Content starts

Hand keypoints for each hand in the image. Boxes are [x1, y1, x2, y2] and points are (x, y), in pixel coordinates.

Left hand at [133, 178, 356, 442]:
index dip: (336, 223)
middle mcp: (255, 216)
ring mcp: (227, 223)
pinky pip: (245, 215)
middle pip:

Content ends
Content starts

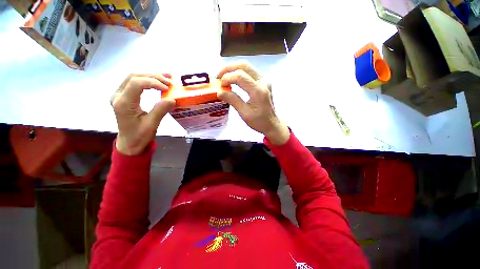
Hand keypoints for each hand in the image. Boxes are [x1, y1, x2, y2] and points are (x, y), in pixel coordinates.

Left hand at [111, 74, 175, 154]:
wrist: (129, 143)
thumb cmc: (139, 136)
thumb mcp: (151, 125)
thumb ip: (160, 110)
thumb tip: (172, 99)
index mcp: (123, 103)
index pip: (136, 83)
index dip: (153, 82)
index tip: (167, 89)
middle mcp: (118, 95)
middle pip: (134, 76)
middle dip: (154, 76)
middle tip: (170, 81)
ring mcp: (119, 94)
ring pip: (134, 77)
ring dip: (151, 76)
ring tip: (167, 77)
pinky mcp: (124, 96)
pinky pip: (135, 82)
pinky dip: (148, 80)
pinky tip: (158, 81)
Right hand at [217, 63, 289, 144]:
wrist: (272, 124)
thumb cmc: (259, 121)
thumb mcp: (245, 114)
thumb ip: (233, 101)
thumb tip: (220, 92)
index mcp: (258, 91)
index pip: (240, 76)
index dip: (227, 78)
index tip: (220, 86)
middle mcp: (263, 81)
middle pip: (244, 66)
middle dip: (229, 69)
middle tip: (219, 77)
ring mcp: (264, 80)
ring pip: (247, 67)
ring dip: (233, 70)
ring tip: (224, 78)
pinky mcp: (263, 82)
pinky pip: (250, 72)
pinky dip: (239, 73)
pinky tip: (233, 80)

Content ends
Content starts

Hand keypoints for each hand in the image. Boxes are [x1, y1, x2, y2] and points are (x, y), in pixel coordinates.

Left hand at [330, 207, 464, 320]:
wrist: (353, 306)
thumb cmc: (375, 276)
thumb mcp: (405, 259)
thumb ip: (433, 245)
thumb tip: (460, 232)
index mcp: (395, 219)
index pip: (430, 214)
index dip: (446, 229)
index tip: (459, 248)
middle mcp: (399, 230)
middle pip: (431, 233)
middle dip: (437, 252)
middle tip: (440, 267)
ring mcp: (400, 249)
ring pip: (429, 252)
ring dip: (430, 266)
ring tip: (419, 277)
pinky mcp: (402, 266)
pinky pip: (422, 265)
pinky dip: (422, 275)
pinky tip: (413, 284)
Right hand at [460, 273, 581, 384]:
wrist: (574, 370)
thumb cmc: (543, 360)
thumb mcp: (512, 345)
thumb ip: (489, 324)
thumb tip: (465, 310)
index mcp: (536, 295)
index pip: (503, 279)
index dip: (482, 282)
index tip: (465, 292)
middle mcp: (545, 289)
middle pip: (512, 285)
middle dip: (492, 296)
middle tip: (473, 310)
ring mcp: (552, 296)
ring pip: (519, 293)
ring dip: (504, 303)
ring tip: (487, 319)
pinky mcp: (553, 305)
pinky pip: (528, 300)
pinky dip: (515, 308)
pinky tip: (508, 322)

Content ends

(THE TASK) Your answer should consist only of the lines above between the line holding "thumb cmc: (259, 121)" and the line holding "pinky tip: (233, 80)", inclusive, each transcribed exactly.

(ANSWER SPACE)
thumb cmc: (259, 121)
thumb mcp: (245, 114)
thumb ip: (233, 101)
thumb tip: (220, 92)
index mcp: (258, 91)
index pip: (240, 76)
index dip: (227, 78)
index tip: (220, 86)
middle mcp: (263, 81)
middle pip: (244, 66)
middle dip: (229, 69)
middle tip: (219, 77)
ring mcp: (264, 80)
ring pip: (247, 67)
ring dip: (233, 70)
ring tip: (224, 78)
pinky mcp: (263, 82)
pinky pip: (250, 72)
pinky dip: (239, 73)
pinky tip: (233, 80)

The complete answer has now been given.